Neither of the two teams in the Stanley Cup Final were loaded down with defensemen who evoked memories of the hulking brutes of days of yore. Scott Stevens couldn’t play in today’s NHL without missing 30 games every season to suspensions. The game now is about transition, puck control, picking smart spots, and laser-like accuracy on passes.
To take those chances, however, requires presence. It requires engagement. Matt Niskanen and Dmitry Orlov and Colin Miller and Nate Schmidt may not be punishing body checkers, but they use their size and strength to accentuate their transition game. Colton Parayko would be wise to follow in their footsteps.
How do you say “will you waive your no trade clause” in Swedish?
Patrik Berglund’s most recent contract extension puts him on pace to finish his career as the all-time leader in games played for the St. Louis Blues. Dreams of his number 21 hanging from the rafters at the Enterprise Center danced through the heads of fans when he was drafted a dozen years ago, and now those dreams may be close to being a reality.
The reality, regrettably, is more like a nightmare.
Both Berglund and Vladimir Sobotka carry hefty salary cap hits into next season. Sobotka seemed to float through much of last season with a degree of disinterest that shocked those who hadn’t seen him play since he left for Russia. He has two years remaining on his deal and he lacks trade protection. I’m sure he’ll find Glendale perfectly charming.
Berglund is a trickier case. He can block trades to 20 of the league’s 31 teams this season, and coming off a year in which he underwent another major surgery, finding a taker for four more years of a $3.85 million cap hit could be a difficult task.

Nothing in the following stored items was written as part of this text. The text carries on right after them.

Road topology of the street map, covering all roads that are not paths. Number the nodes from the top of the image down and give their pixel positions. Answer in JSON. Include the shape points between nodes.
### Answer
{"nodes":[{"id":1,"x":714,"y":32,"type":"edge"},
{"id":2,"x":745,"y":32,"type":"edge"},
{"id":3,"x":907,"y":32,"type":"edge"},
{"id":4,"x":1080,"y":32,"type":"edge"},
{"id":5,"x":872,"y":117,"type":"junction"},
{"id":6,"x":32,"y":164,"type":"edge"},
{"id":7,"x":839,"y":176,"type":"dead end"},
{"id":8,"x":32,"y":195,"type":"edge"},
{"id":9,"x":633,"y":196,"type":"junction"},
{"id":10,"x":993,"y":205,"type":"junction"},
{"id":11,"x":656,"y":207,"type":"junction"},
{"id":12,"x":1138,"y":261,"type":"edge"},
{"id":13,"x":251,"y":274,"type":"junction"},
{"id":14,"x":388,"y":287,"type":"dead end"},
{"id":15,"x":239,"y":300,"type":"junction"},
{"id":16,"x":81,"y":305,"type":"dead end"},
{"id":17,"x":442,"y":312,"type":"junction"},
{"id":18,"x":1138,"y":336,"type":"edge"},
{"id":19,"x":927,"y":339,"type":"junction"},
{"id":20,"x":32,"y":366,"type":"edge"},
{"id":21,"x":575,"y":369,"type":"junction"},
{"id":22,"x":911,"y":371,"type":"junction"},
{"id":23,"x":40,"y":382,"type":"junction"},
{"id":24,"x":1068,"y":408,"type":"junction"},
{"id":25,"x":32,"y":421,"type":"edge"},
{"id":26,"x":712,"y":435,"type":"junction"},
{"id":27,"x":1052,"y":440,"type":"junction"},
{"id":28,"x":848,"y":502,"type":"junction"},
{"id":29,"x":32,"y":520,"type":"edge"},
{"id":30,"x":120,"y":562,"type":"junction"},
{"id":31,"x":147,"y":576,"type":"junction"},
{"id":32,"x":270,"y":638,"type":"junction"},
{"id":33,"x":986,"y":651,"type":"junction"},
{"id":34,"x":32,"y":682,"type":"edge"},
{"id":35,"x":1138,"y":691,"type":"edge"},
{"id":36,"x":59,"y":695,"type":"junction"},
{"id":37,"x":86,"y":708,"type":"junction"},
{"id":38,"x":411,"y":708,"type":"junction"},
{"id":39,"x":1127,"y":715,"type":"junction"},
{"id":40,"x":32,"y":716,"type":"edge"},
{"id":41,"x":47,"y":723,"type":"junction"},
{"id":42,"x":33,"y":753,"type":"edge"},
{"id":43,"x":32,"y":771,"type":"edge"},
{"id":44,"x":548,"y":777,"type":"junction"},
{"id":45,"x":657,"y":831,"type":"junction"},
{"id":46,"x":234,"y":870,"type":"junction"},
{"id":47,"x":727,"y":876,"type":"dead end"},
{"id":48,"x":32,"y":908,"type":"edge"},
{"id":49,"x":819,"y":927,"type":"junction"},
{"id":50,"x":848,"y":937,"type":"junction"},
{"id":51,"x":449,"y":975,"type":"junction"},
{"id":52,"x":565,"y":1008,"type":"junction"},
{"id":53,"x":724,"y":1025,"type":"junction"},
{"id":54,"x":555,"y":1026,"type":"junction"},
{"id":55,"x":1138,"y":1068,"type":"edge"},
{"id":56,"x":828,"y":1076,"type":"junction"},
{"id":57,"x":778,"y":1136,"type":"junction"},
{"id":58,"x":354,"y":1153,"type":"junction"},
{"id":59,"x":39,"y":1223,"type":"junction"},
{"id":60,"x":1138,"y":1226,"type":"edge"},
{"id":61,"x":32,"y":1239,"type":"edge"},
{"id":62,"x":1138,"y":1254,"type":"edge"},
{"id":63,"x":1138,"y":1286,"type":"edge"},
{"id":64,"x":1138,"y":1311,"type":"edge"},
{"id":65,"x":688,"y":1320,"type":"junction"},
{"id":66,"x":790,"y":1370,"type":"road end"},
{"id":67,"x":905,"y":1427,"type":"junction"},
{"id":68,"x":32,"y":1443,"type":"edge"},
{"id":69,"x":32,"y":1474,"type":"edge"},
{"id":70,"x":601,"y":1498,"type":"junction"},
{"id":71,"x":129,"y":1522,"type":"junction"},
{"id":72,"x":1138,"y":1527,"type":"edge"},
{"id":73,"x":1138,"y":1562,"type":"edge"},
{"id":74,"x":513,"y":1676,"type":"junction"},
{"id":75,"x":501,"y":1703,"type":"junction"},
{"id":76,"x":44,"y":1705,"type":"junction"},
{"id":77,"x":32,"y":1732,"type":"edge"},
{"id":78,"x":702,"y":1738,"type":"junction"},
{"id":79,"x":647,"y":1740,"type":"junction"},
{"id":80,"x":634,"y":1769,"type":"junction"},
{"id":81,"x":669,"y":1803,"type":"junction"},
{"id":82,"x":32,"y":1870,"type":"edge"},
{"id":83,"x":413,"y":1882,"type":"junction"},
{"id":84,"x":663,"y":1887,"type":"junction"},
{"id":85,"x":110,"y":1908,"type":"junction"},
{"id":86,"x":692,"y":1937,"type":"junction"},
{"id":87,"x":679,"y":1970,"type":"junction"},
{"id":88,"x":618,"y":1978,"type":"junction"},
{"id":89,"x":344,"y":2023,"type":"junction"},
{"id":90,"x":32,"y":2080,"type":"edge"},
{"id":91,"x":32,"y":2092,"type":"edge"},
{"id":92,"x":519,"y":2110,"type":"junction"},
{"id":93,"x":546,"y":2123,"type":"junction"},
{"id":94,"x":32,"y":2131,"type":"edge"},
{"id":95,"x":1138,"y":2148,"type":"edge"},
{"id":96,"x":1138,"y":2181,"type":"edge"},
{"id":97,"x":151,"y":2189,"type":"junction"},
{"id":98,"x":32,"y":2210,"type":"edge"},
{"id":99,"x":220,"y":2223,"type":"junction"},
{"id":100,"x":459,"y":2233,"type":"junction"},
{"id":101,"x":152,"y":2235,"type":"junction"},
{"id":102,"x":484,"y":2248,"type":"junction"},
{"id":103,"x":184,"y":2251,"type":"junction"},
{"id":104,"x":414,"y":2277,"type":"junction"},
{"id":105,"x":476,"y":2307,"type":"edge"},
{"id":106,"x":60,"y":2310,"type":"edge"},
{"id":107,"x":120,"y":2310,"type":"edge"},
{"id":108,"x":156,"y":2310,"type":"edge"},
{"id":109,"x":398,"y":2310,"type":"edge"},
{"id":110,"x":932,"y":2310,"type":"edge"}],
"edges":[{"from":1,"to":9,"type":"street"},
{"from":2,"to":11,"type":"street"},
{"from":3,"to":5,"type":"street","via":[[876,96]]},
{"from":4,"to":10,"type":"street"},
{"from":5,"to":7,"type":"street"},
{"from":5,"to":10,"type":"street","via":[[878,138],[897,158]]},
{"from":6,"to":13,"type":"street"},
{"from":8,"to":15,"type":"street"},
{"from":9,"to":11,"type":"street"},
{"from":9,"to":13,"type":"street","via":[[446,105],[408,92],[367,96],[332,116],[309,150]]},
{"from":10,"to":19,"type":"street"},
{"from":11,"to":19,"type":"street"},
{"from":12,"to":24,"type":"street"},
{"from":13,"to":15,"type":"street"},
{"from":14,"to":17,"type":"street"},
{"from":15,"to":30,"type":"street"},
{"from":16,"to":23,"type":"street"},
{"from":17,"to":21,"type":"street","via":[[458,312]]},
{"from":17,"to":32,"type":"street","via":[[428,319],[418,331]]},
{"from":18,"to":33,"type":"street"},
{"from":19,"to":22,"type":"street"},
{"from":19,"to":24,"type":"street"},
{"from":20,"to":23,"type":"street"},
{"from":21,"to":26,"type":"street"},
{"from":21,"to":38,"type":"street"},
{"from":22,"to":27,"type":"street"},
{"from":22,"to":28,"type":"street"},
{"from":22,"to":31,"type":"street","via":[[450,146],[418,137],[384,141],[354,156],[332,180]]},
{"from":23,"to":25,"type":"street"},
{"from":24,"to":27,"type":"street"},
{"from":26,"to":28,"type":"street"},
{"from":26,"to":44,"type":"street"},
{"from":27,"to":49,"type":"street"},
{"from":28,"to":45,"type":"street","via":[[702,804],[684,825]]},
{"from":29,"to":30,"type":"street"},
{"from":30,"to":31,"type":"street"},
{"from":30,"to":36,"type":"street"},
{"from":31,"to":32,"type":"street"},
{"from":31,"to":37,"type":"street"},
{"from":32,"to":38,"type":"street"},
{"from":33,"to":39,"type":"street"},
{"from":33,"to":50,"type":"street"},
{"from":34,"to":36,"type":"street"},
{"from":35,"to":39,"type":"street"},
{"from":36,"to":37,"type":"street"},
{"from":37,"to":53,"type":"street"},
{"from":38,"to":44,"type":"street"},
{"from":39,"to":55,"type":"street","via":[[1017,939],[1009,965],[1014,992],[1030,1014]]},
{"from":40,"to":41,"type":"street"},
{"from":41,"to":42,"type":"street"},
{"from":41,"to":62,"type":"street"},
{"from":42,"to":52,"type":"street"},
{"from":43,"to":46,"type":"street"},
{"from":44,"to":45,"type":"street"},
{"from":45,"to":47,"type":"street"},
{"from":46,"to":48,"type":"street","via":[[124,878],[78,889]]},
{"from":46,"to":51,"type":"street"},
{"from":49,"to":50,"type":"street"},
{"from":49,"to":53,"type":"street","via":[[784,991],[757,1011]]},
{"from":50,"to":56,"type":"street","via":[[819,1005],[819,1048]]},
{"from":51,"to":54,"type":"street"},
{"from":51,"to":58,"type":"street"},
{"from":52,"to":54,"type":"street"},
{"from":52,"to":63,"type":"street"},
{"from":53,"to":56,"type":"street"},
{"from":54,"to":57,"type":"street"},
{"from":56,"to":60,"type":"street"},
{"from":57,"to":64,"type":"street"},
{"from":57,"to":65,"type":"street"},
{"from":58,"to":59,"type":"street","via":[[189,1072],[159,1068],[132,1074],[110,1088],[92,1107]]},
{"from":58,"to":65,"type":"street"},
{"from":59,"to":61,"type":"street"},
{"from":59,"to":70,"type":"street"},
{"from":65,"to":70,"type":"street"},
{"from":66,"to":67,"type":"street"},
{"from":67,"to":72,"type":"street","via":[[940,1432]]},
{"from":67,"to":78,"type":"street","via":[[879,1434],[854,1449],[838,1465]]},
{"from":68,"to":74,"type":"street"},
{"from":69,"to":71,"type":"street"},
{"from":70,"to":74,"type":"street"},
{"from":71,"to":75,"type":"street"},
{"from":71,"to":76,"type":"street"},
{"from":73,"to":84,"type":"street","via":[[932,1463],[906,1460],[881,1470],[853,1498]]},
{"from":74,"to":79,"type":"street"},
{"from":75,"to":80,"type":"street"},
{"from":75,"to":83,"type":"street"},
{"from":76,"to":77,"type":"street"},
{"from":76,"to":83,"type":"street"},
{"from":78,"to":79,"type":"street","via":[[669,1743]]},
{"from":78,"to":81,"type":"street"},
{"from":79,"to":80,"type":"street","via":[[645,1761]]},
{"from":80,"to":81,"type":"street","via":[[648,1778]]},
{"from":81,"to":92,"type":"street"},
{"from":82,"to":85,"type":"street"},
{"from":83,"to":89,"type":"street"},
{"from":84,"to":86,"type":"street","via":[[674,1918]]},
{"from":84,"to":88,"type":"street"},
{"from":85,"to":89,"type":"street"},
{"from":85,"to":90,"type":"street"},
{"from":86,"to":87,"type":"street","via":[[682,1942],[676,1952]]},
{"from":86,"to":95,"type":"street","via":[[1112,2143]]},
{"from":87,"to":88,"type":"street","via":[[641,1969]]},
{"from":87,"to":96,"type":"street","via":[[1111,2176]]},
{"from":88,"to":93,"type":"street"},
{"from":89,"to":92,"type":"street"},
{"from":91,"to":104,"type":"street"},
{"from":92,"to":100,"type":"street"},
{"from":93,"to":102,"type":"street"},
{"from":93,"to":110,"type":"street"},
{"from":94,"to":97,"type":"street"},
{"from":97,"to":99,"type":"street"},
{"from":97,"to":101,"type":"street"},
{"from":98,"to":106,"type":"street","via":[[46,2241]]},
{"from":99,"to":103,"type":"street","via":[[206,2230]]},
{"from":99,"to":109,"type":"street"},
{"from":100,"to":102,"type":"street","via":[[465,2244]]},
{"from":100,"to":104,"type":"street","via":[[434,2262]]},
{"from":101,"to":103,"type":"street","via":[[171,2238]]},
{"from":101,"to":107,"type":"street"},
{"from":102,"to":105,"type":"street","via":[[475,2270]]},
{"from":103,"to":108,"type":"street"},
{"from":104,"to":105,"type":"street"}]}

He did somehow manage to record 17 goals in 57 games. Over 82 games, that would put him on pace for a career-best 24 goals. The Blues, who only had three 20-goal scorers last season, wouldn’t seem to be in a position to abandon another potential contributor.
And yet Berglund recorded only nine assists. Of those nine, seven were primary assists. Of those seven, only three were assists on goals scored by forwards.
Of those three, only one - a single goal by Alexander Steen against Columbus on March 24th - was a pass. The other two were deflections.
Patrik Berglund, ostensibly a center, passed the puck to a forward in a manner that resulted in a goal exactly one time over the full course of an NHL season.
Contenders have to demand more production of their players. And the Blues have to demand that Berglund accepts a ticket out of town.